The research proposes a «multilayer system of systems» approach that integrates signals from various sources, including low Earth orbit (LEO) satellites, ground-based positioning, navigation, and timing (PNT) systems, and user-centric sensors. The combined approach, termed LeGNSS/INS, leverages the strengths of each component, providing redundancy and enhanced accuracy. The system's performance was evaluated using pseudo-real output data, demonstrating its ability to generate quasi-real dynamic trajectories for UAV flight. The error analysis showed that the proposed method consistently outperforms traditional GNSS systems, especially in challenging environments.
The enhanced performance of the LeGNSS/INS system can be attributed to integrating multiple satellite systems with INS and applying optimal filtering techniques. The research also employed mathematical modeling to represent the dependencies and interactions when combining data from different sources, such as GPS, LEO, and INS. The Kalman filter is a mechanism to fuse data from multiple sources optimally.
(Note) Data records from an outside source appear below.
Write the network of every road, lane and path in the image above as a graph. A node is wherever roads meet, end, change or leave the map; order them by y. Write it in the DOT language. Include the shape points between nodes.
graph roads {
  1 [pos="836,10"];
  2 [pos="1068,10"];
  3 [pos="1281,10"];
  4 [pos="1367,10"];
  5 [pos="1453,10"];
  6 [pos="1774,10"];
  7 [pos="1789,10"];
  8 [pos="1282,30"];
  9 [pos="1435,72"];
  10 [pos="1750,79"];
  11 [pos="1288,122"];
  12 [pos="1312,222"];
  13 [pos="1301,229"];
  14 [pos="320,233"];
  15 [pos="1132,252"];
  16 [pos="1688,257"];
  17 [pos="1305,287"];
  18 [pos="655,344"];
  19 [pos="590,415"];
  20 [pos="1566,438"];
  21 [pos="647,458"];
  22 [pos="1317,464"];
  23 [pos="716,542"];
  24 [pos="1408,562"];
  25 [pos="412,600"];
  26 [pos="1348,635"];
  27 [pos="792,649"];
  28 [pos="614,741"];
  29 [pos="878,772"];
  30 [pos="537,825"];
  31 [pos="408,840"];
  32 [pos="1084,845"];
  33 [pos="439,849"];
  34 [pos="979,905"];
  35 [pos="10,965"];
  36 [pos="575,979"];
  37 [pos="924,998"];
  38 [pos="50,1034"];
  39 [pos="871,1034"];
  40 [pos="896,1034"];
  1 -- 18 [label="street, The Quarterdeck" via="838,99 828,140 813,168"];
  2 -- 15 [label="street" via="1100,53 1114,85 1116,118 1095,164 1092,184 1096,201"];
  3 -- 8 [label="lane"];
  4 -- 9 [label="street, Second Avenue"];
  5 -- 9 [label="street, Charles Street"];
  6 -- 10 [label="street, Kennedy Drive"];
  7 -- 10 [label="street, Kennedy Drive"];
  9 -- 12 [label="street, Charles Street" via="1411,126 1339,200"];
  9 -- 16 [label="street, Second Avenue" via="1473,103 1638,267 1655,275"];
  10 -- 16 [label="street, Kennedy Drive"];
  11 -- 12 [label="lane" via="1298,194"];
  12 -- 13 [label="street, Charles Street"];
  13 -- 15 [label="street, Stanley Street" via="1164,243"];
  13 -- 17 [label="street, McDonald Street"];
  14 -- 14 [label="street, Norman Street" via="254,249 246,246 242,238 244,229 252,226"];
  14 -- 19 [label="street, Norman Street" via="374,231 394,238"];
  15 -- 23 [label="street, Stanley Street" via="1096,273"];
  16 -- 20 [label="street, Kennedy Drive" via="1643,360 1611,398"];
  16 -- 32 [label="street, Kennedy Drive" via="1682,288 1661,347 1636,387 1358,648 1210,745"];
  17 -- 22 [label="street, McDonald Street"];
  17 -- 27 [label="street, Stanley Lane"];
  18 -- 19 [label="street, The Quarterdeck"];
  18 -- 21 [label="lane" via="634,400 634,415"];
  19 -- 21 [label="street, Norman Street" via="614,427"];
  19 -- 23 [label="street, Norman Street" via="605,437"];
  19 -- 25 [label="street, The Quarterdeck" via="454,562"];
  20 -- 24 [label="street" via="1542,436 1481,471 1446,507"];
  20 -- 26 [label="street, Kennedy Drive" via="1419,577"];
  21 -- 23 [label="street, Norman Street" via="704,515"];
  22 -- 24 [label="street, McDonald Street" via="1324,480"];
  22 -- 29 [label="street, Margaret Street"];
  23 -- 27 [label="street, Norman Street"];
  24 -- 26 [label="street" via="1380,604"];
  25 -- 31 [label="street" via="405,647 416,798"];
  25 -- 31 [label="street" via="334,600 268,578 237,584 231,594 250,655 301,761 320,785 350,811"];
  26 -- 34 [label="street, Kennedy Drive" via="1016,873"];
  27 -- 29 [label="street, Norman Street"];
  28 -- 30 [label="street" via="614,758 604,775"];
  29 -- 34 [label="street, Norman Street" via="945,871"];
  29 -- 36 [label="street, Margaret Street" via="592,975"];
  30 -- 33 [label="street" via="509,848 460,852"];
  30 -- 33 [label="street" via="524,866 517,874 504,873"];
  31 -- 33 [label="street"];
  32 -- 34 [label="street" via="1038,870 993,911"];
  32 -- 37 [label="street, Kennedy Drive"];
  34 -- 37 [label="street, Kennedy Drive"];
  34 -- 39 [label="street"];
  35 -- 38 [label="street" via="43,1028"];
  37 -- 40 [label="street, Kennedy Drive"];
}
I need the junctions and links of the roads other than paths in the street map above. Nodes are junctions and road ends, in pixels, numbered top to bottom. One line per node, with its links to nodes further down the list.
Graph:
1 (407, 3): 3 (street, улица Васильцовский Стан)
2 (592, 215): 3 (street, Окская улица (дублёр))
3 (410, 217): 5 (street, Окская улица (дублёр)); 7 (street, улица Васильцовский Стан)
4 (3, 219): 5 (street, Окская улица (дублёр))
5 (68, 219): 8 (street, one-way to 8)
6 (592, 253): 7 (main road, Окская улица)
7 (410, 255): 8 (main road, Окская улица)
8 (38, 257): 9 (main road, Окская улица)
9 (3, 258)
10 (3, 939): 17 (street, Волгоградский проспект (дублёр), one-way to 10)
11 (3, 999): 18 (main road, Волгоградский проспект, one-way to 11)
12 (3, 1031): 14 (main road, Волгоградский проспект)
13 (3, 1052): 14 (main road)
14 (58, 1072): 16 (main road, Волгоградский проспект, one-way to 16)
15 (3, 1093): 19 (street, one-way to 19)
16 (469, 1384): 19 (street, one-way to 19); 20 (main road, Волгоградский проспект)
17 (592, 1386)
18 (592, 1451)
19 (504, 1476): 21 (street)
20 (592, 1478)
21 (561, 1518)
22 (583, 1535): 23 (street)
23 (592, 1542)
The insights from this study apply to various sectors, including aviation, maritime navigation, autonomous drones, and defense. The enhanced positioning accuracy can significantly improve safety, navigation precision, and operational efficiency. However, the study assumes idealized conditions for satellite signal reception, which might not always be accurate in real-world scenarios. Challenges, such as the martial law conditions in Ukraine affecting data collection and potential satellite signal restrictions, were also highlighted. Further research can delve into the impact of more complex environmental factors and the integration of additional satellite systems or sensors to enhance accuracy further.